Heading into the zone on a very special mission is Colonel Heckleman and his badass crew known as the 'S-Squad'. Carrying a special, one-of-a-kind bomb designed to destroy an entire universe in seconds, the guys and gal of S-Squad are tasked with getting the bomb to the Tall Man's lair – a giant Mausoleum smack bang in the center of the Plague Zone – and through the dimensional portal to his home planet.

Thankfully for fans of the series so far, a more recognizable character soon returns to the fray: Reggie is back, and he's going into the Zone in search of Mike. You may remember that previously, Mike had a ball removed from his head by the Tall Man and was whisked away through a dimensional gate. Now, he's been sending holographic messages – Princess Leia style – to Reggie through a captive sphere, telling him that he is trapped in the Tall Man's dimension and needs Reggie's help to escape.
Tooled up with weapons, a steel-plated Plymouth Barracuda and a friendly monkey named Titi (yeah, that's "teetee", not "titty"... perv), Reggie shoots off into the Plague Zone and, of course, crosses paths with S-Squad, eventually joining forces in their attempt to get rid of the Tall Man once and for all.
Obviously a fan of the series, and well versed in its (fractured) mythology, Avery keeps the Tall Man firmly seated at the background of the proceedings for the first two acts of Phantasm 2013 A.D., with the bulk of the middle section focusing more on Reggie and S-Squad's encounters with Baggers in the Zone. The events that see the protagonists come together to join forces are thrilling and bombastic, but feel much more like a film adaptation of videogame The Last of Us than an actual Phantasm film – save for a few ill-conceived appearances by the Tall Man; an example of which sees a severed head morph into the Tall Man's visage and proclaim "Don't mind me. Just trying to get ahead in this world."

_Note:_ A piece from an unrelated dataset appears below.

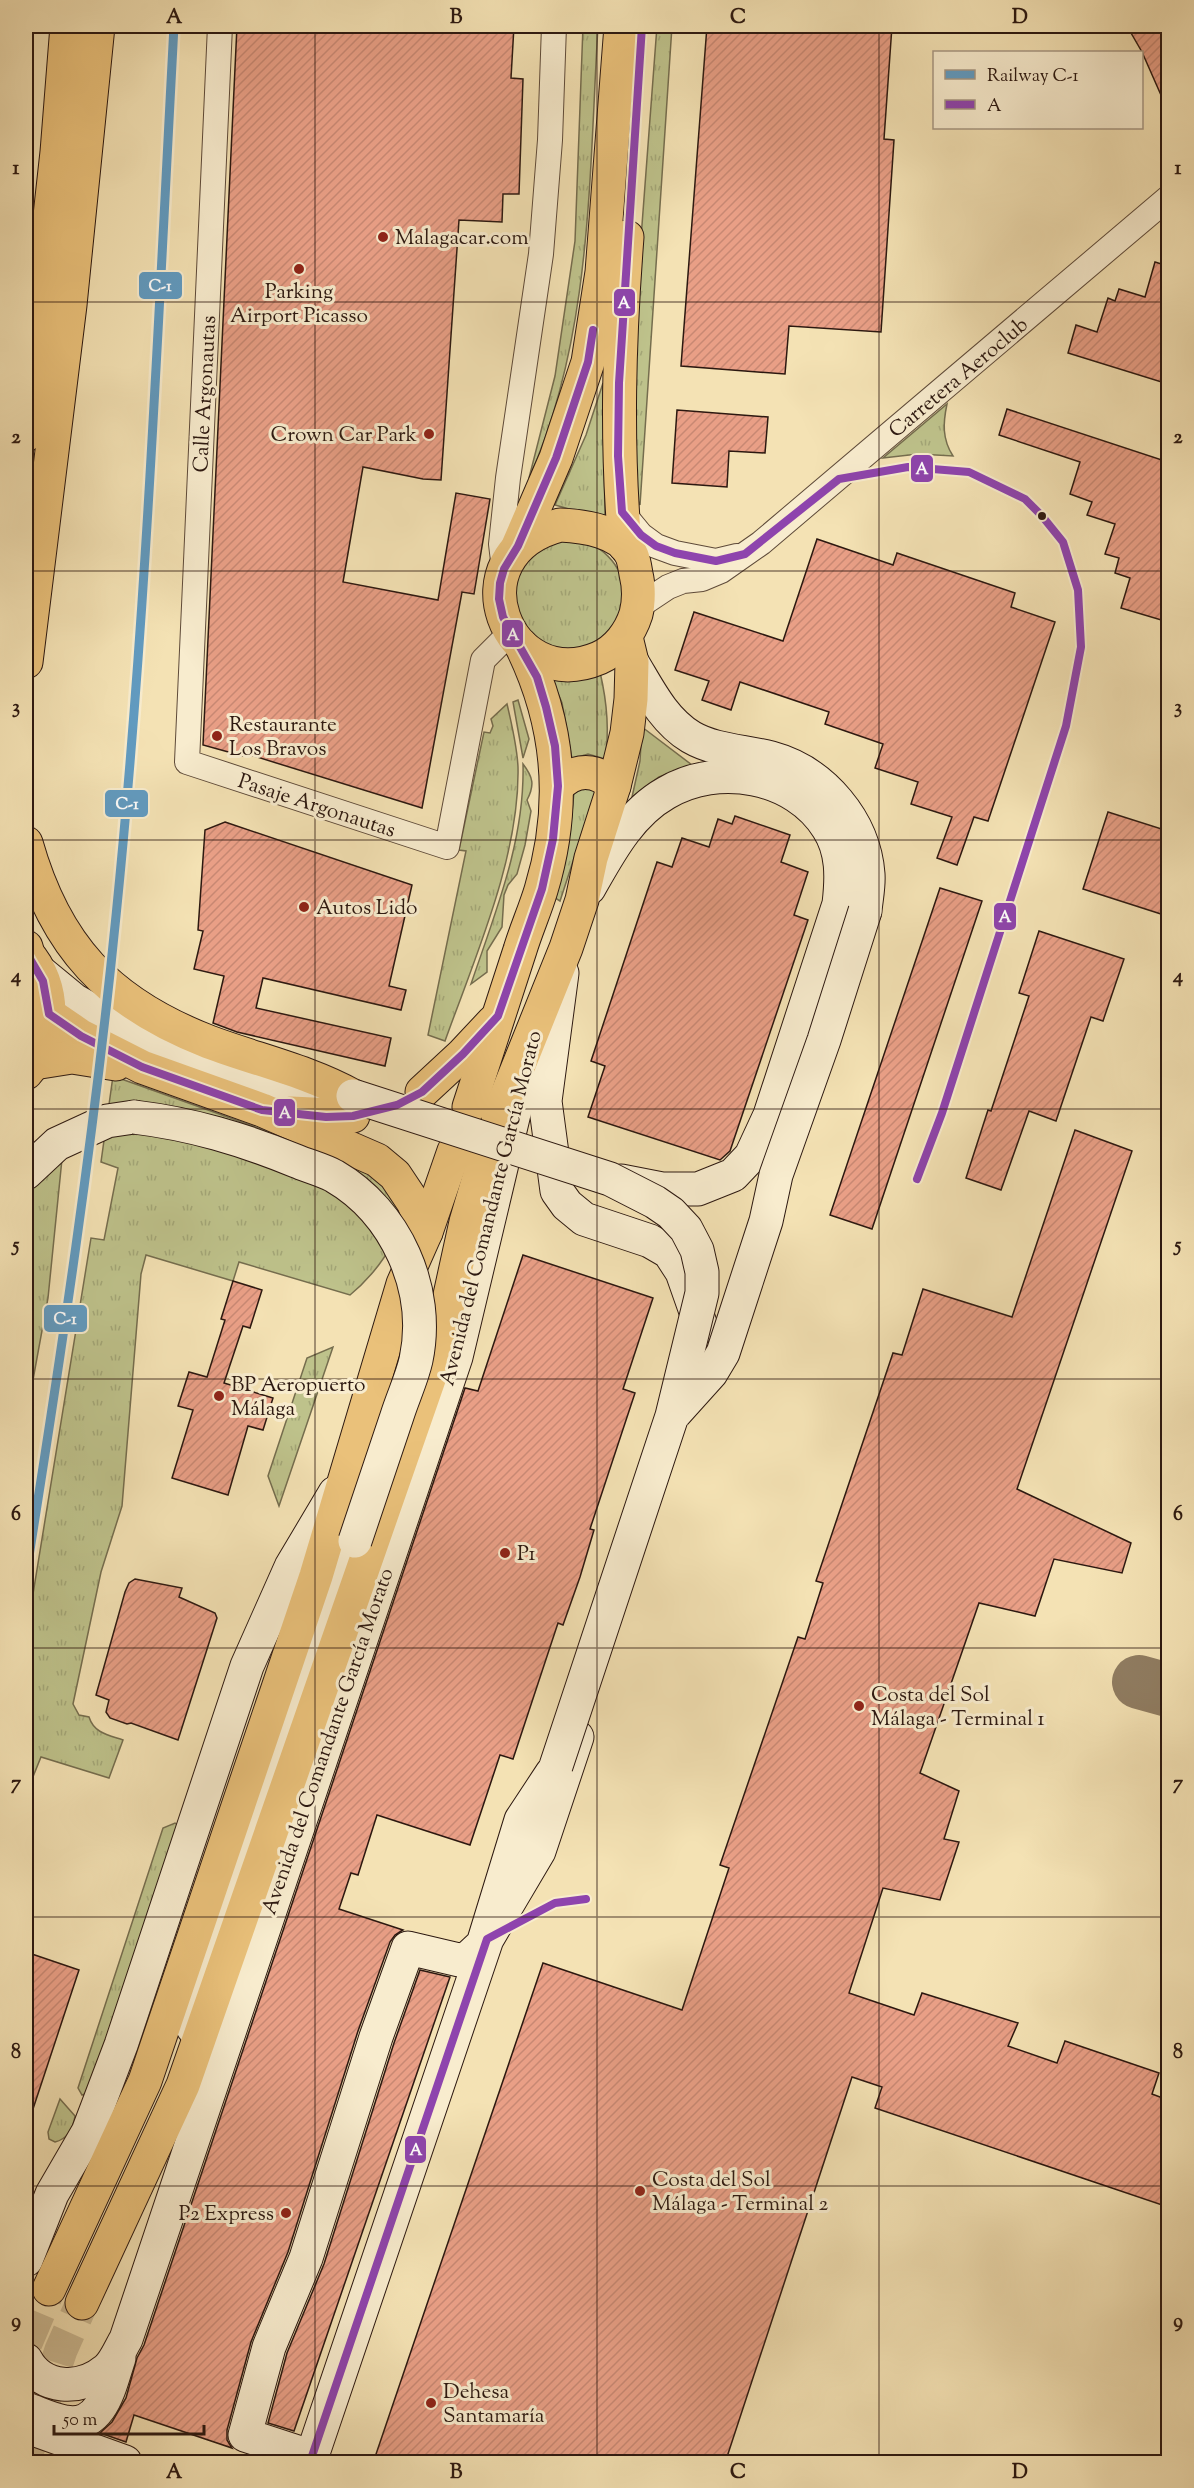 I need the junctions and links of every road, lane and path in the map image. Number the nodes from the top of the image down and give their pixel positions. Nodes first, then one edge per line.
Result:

This kind of punning is common throughout Avery's script, most notably when it comes to the big villain himself, and it just feels... odd. Sure, it's fine – and expected – to have Reggie throwing smartass quips around, but the Tall Man? Nah, not buying it. Thankfully, once Reggie and the remaining soldiers have made it to the mausoleum, the Tall Man steps fully into the picture and becomes his usual grim, intimidating self.
There's plenty of action taking place inside the dimensional portal and some really, really cool silver sphere mayhem going on in the final act – but things take a turn for the confusingly weird in a late revelation featuring a portal powered by a disembodied, spider-legged Tall Man head (named 'Tall Mankind', here) and an ending that feels hell-bent on remaining as obtuse and bizarre as any in the series that have come before. An earlier dialogue exchange hints at there simply being no opportunity for a positive outcome for anybody in Phantasm's universe, so a downer ending feels like a given... but the series-usual mirror-grab doesn't feel like the apt way to do it.
Still... is Phantasm 2013 A.D. any good? Yes, it is. It's very good – and had it been brought to screens it would have made a large number of Phantasm fans very, very happy. There's enough thrilling set-pieces, tense horror, gory deaths and Reggie, Reggie, Reggie to make for a really fun time at the movies, and some much-needed (if grim) closure when it comes to the fates of Mike and Jody. Dial down the Tall Man wisecracks and re-jig the ending, and this would be a Phantasm film to be proud of.

Heck, even the damned helper monkey, though trite, isn't annoying.